# Oil Change for men and women



## newtgadget (Sep 3, 2006)

OIL CHANGE INSTRUCTIONS FOR WOMEN:

1) Pull up to Jiffy Lube when the mileage reaches 3000 miles since the last oil change.

2) Drink a cup of coffee.

3) 15 minutes later, write a check and leave with a properly maintained vehicle.

Money spent:
   Oil Change $20.00
   Coffee $1.00
          Total $21.00








==================================================  ========

OIL CHANGE INSTRUCTIONS FOR MEN:

1) Wait until Saturday, drive to auto parts store and buy a case of oil, filter, kitty litter, hand cleaner and a scented tree, write a check for $50.00.

2) Stop by 7/11 and buy a case of beer, write a check for $20, drive home.

3) Open a beer and drink it.

4) Jack car up. Spend 30 minutes looking for jack stands.

5) Find jack stands under kid's pedal car.

6) In frustration, open another beer and drink it.

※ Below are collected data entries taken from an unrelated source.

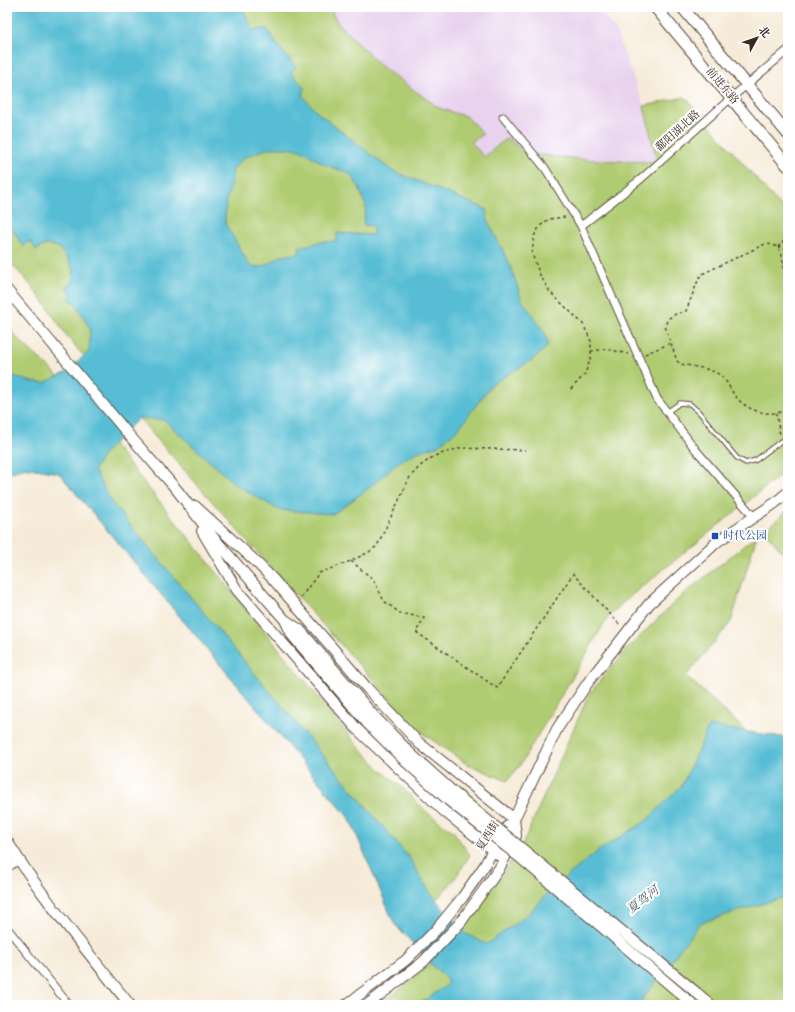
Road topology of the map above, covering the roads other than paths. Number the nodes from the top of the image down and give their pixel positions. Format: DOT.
graph roads {
  1 [pos="655,7"];
  2 [pos="682,7"];
  3 [pos="788,50"];
  4 [pos="747,85"];
  5 [pos="731,98"];
  6 [pos="502,117"];
  7 [pos="788,134"];
  8 [pos="788,166"];
  9 [pos="581,226"];
  10 [pos="7,290"];
  11 [pos="667,412"];
  12 [pos="788,441"];
  13 [pos="177,490"];
  14 [pos="788,492"];
  15 [pos="754,517"];
  16 [pos="371,720"];
  17 [pos="514,819"];
  18 [pos="7,841"];
  19 [pos="492,850"];
  20 [pos="504,859"];
  21 [pos="19,860"];
  22 [pos="7,868"];
  23 [pos="7,928"];
  24 [pos="692,1004"];
  25 [pos="69,1005"];
  26 [pos="130,1005"];
  27 [pos="346,1005"];
  28 [pos="367,1005"];
  29 [pos="711,1005"];
  1 -- 5 [label="main road, 前进东路"];
  2 -- 4 [label="main road, 前进东路"];
  3 -- 4 [label="street, 鄱阳湖北路"];
  4 -- 5 [label="street, 鄱阳湖北路"];
  4 -- 7 [label="main road, 前进东路"];
  5 -- 8 [label="main road, 前进东路"];
  5 -- 9 [label="street, 鄱阳湖北路"];
  6 -- 9 [label="street"];
  9 -- 11 [label="street"];
  10 -- 13 [label="street"];
  11 -- 12 [label="lane"];
  11 -- 15 [label="street"];
  13 -- 16 [label="street"];
  13 -- 17 [label="street"];
  13 -- 19 [label="street"];
  14 -- 15 [label="street"];
  15 -- 17 [label="street"];
  16 -- 24 [label="street, bridge"];
  16 -- 29 [label="street, bridge"];
  17 -- 19 [label="street, 夏西街"];
  17 -- 20 [label="street, 夏西街"];
  18 -- 21 [label="street"];
  19 -- 20 [label="street"];
  19 -- 27 [label="street, 夏西街"];
  20 -- 28 [label="street, 夏西街"];
  21 -- 22 [label="street"];
  21 -- 26 [label="street"];
  23 -- 25 [label="street"];
}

7) Place drain pan under engine.

8) Look for 9/16 box end wrench.

9) Give up and use crescent wrench.

10) Unscrew drain plug.

11) Drop drain plug in pan of hot oil: splash hot oil on you in process. Cuss.

12) Crawl out from under car to wipe hot oil off of face and arms. Throw kitty litter on spilled oil.

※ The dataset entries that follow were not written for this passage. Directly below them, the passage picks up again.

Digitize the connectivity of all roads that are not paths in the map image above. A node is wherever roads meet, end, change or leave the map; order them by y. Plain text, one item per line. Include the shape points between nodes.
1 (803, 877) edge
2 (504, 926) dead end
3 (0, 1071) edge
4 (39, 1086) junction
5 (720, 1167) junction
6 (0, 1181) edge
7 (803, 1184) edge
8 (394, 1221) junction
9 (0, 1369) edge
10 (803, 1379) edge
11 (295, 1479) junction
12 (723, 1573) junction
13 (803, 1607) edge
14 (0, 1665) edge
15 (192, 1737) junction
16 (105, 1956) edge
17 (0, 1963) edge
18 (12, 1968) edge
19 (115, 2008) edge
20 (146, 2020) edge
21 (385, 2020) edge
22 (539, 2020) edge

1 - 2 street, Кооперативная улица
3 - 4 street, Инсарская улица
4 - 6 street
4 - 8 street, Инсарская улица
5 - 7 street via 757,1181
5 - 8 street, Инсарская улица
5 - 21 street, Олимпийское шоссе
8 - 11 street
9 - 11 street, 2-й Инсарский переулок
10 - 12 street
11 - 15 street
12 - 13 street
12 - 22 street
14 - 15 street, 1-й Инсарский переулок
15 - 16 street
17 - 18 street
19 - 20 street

13) Have another beer while watching oil drain.

14) Spend 30 minutes looking for oil filter wrench.

15) Give up; crawl under car and hammer a screwdriver through oil filter and twist off.

16) Crawl out from under car with dripping oil filter splashing oil everywhere from holes. Cleverly hide old oil filter among trash in trash can to avoid environmental penalties. Drink a beer.

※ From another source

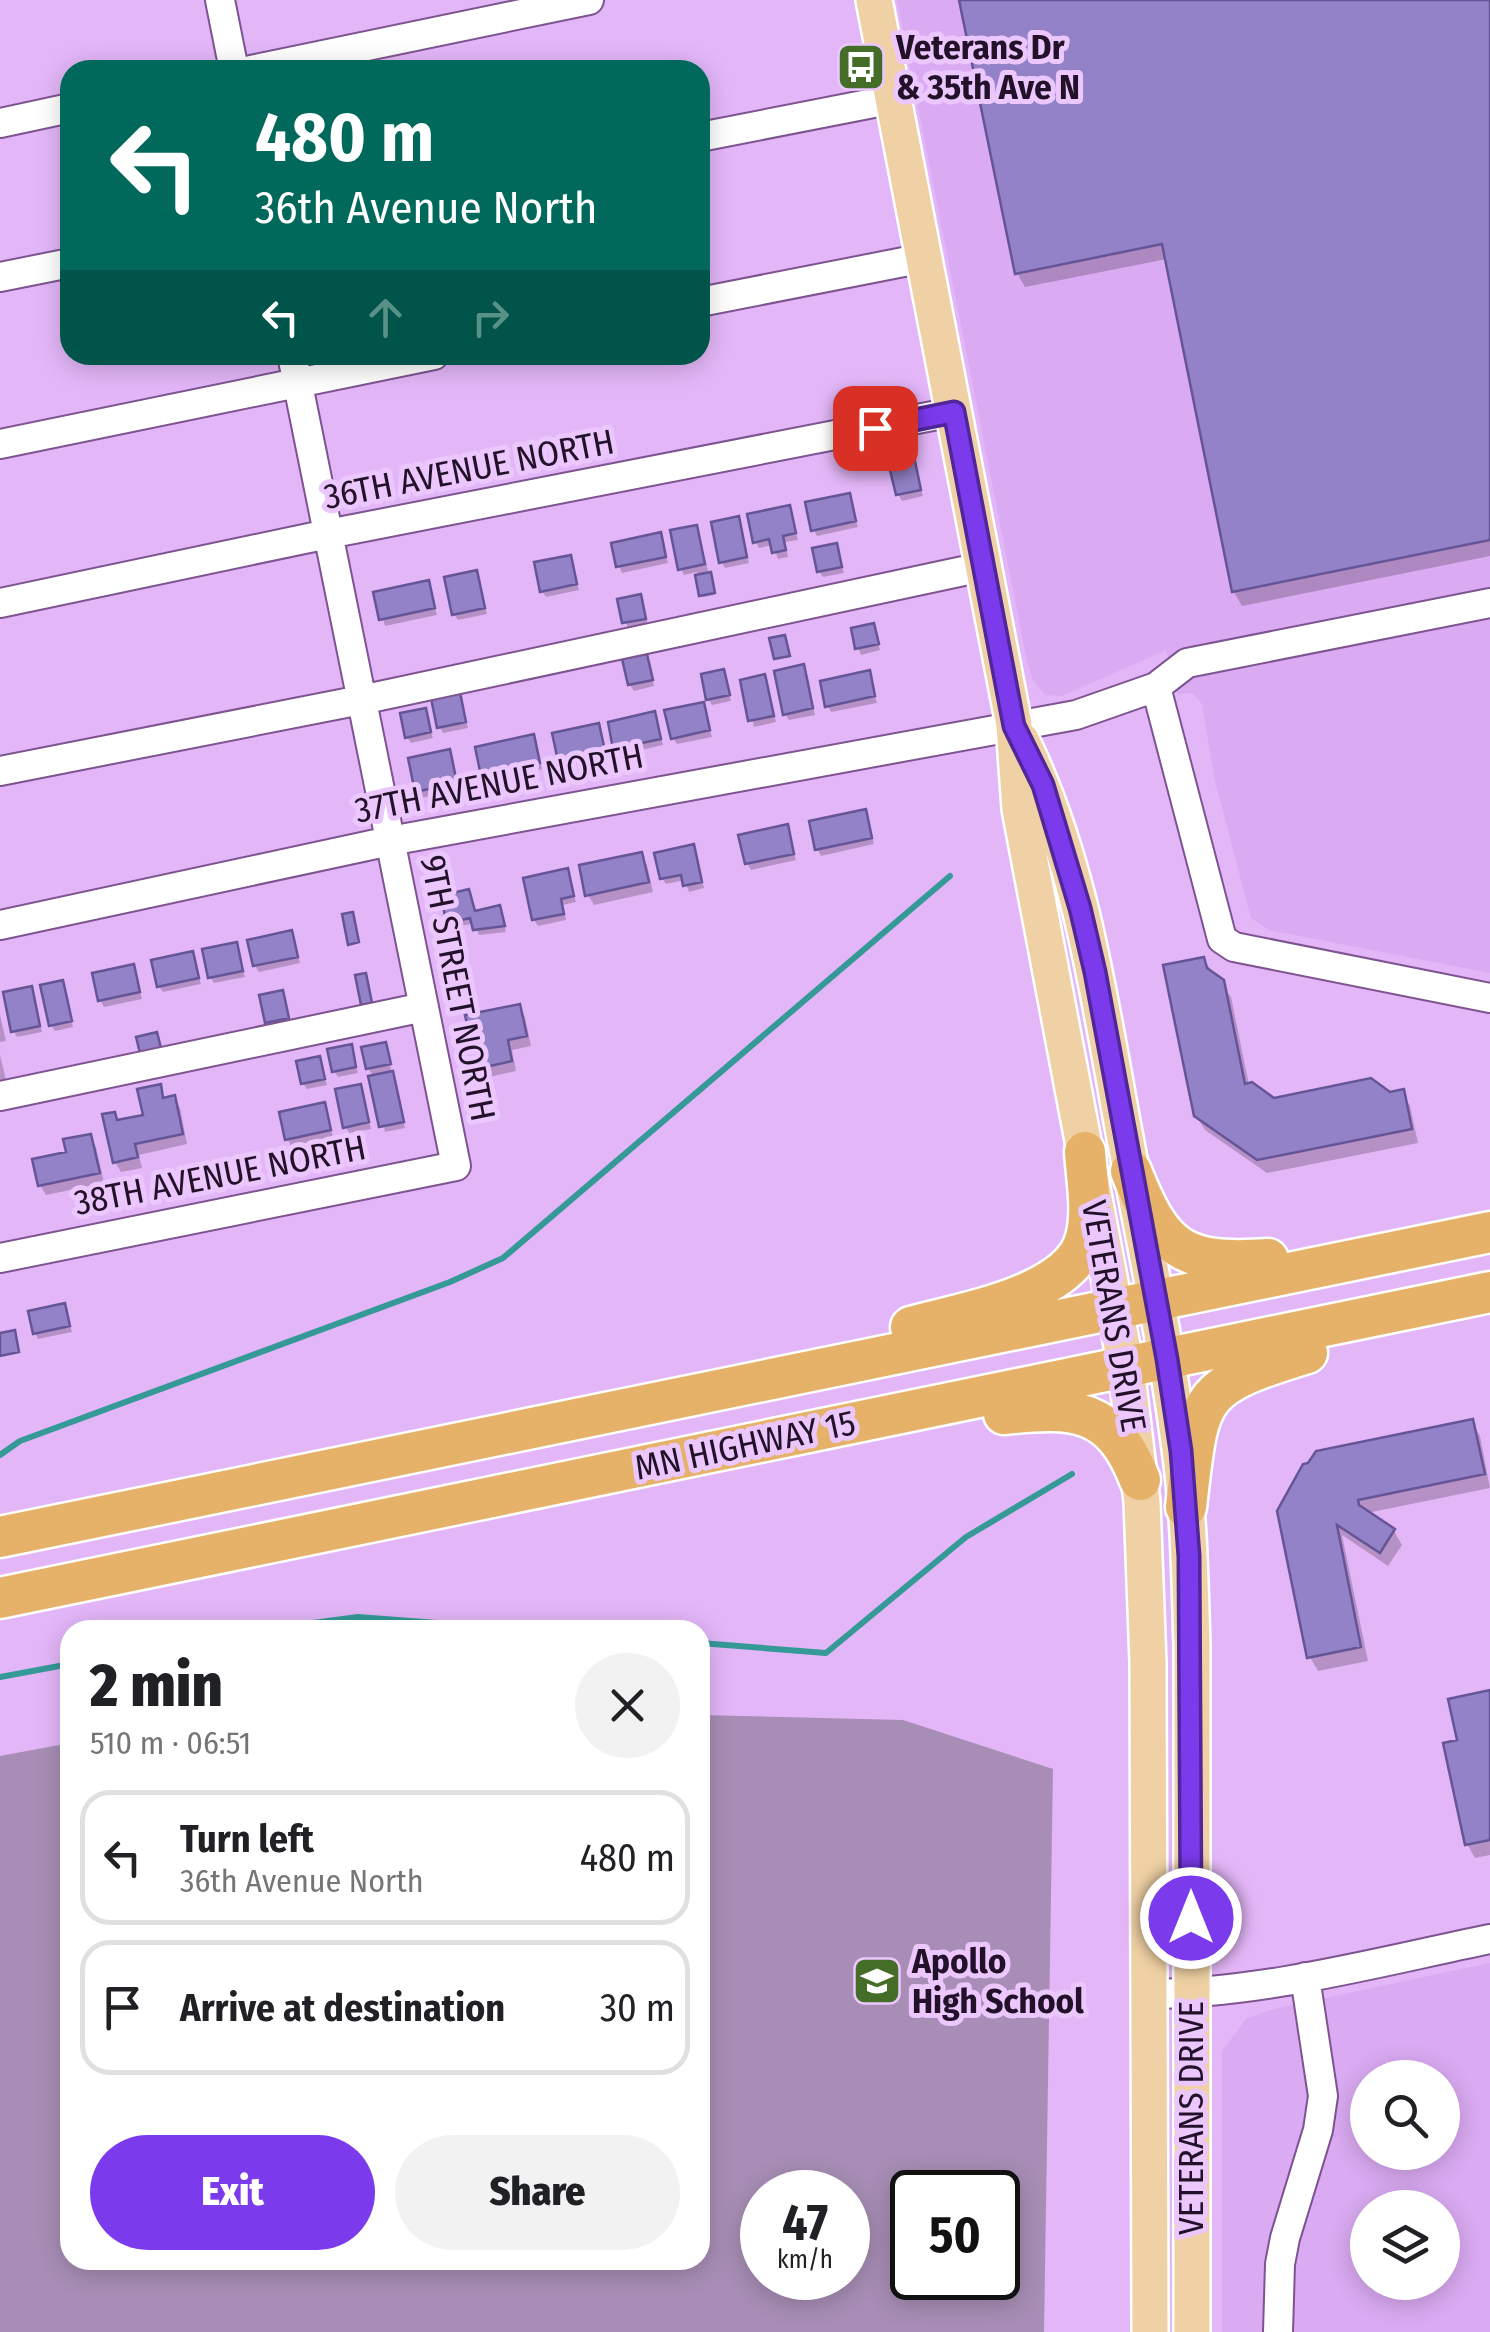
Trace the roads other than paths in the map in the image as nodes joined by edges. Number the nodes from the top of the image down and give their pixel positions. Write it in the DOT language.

17) Install new oil filter making sure to apply a thin coat of oil to gasket surface.

18) Dump first quart of fresh oil into engine.

19) Remember drain plug from step 11.

20) Hurry to find drain plug in drain pan.

21) Drink beer.

22) Discover that first quart of fresh oil is now on the floor. Throw kitty litter on oil spill.

23) Get drain plug back in with only a minor spill. Drink beer.

24) Crawl under car getting kitty litter into eyes. Wipe eyes with oily rag used to clean drain plug. Slip with stupid crescent wrench tightening drain plug and bang knuckles on frame removing any excess skin between knuckles and frame.

25) Begin cussing fit.

26) Throw stupid crescent wrench.

27) Cuss for additional 5 minutes because wrench hit bowling trophy.

28) Beer.

29) Clean up hands and bandage as required to stop blood flow.

30) Beer.

31) Dump in five fresh quarts of oil.

32) Beer.

33) Lower car from jack stands.

34) Move car back to apply more kitty litter to fresh oil spilled during any missed steps.

35) Beer.

36) Test drive car.

37) Get pulled over: arrested for driving under the influence.

38) Car gets impounded.

39) Call loving wife, make bail.

40) 12 hours later, get car from impound yard.

Money spent:
  Parts $50.00
  DUI $2500.00
  Impound fee $75.00
  Bail $1500.00
  Beer $20.00
     Total -- $4,145.00

But you know the job was done right!


----------